◆ Activity
Out of the records below, copy all lines in which the word "roads" occurs.
___ Supplied information ___
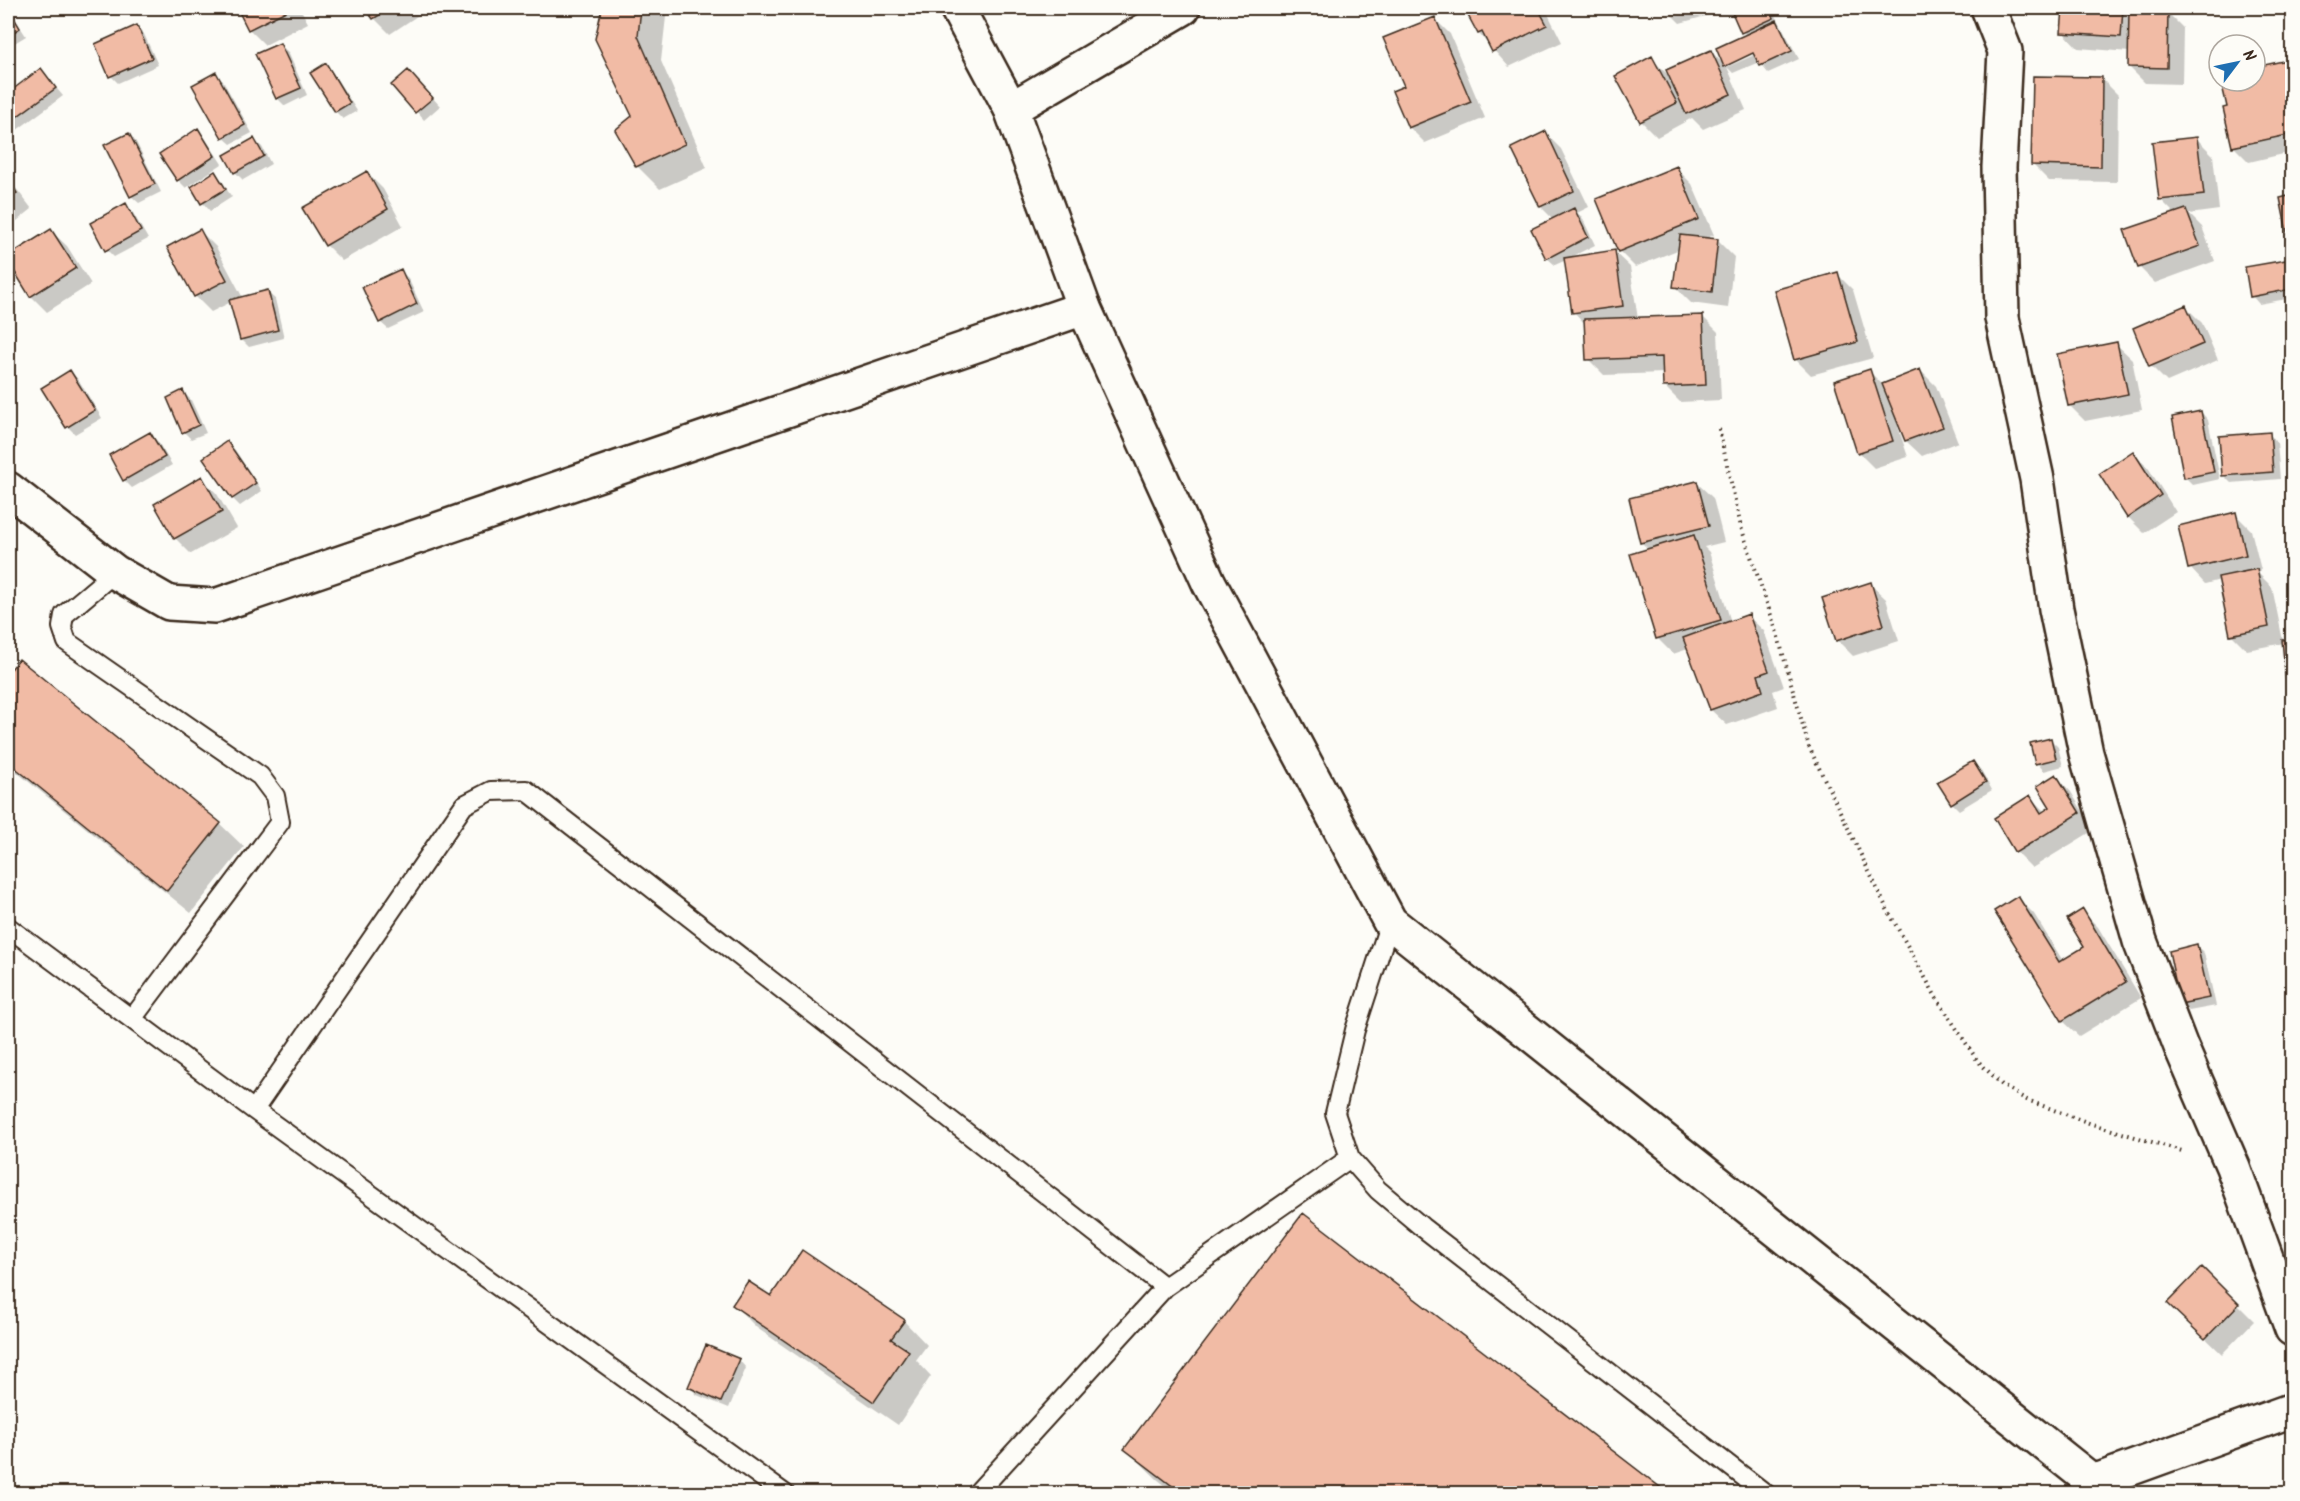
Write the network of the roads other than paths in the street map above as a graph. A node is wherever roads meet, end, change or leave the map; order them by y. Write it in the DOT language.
graph roads {
  1 [pos="957,8"];
  2 [pos="1183,8"];
  3 [pos="1988,8"];
  4 [pos="1011,109"];
  5 [pos="1084,308"];
  6 [pos="8,489"];
  7 [pos="115,572"];
  8 [pos="1390,922"];
  9 [pos="8,927"];
  10 [pos="132,1019"];
  11 [pos="254,1110"];
  12 [pos="1350,1158"];
  13 [pos="1165,1287"];
  14 [pos="2292,1329"];
  15 [pos="2292,1410"];
  16 [pos="2094,1490"];
  17 [pos="784,1494"];
  18 [pos="976,1494"];
  19 [pos="1766,1494"];
  1 -- 4 [label="street"];
  2 -- 4 [label="street"];
  3 -- 14 [label="street"];
  4 -- 5 [label="street"];
  5 -- 7 [label="street"];
  5 -- 8 [label="street"];
  6 -- 7 [label="street"];
  7 -- 10 [label="lane"];
  8 -- 12 [label="lane"];
  8 -- 16 [label="street"];
  9 -- 10 [label="lane"];
  10 -- 11 [label="lane"];
  11 -- 13 [label="lane"];
  11 -- 17 [label="lane"];
  12 -- 13 [label="lane"];
  12 -- 19 [label="lane"];
  13 -- 18 [label="lane"];
  15 -- 16 [label="street"];
}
___
◆ Output for this exercise
Write the network of the roads other than paths in the street map above as a graph. A node is wherever roads meet, end, change or leave the map; order them by y. Write it in the DOT language.
graph roads {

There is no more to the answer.